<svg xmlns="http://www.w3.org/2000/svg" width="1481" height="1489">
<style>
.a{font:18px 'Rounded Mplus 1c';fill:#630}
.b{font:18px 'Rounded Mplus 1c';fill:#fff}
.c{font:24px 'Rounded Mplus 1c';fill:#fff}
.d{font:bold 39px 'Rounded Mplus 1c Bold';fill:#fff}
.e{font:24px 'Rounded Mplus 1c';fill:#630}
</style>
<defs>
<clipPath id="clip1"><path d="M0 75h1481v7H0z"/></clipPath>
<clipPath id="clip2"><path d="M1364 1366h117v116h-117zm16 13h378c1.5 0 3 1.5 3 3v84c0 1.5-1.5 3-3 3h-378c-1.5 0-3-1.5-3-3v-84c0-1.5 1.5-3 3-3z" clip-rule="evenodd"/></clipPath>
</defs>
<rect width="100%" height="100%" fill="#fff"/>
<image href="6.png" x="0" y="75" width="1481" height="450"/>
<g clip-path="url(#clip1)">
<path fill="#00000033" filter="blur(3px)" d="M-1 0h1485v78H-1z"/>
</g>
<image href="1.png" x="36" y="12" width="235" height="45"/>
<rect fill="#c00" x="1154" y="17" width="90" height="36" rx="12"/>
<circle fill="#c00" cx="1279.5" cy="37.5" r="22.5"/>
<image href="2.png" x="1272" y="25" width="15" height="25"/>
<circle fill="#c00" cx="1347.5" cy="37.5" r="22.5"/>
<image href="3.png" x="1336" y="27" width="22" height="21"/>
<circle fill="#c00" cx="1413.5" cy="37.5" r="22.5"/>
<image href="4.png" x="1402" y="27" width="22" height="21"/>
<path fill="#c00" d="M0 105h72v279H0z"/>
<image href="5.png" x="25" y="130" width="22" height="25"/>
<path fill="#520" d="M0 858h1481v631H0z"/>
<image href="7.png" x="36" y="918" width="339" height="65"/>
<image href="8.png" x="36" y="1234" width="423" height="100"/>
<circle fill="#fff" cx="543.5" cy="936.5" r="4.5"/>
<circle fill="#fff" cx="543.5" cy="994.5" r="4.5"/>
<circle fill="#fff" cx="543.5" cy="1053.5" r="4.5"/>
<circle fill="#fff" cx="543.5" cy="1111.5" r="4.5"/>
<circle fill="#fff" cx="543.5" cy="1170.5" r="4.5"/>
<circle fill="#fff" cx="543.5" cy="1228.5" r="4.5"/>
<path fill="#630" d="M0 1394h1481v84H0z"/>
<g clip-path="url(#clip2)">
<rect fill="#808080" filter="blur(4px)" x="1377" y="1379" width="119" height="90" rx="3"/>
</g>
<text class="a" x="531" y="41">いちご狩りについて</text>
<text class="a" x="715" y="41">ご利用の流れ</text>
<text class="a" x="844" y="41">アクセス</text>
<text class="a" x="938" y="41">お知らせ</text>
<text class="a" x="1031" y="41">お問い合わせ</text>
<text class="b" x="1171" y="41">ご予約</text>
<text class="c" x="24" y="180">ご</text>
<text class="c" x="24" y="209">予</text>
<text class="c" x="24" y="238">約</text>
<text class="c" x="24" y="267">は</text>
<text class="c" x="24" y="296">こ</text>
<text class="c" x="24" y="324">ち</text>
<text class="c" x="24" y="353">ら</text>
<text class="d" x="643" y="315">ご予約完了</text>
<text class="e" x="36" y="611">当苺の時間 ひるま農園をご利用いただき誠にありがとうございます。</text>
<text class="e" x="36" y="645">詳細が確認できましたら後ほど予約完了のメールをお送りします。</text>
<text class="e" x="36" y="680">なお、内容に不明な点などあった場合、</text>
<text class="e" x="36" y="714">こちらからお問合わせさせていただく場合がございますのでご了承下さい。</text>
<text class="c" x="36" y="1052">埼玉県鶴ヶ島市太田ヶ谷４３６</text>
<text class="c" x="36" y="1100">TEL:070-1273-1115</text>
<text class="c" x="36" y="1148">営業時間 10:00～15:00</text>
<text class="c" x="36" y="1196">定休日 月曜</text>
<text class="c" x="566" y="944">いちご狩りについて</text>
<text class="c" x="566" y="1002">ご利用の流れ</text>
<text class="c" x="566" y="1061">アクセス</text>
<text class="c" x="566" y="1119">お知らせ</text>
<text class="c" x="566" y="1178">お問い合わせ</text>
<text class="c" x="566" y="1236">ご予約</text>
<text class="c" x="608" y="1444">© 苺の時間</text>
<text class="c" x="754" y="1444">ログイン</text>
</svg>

= = =

_WORK ORDER:_ Whenever a line of the data above includes the word "filter", copy that line.

_REPLY TO THE TASK:_
<path fill="#00000033" filter="blur(3px)" d="M-1 0h1485v78H-1z"/>
<rect fill="#808080" filter="blur(4px)" x="1377" y="1379" width="119" height="90" rx="3"/>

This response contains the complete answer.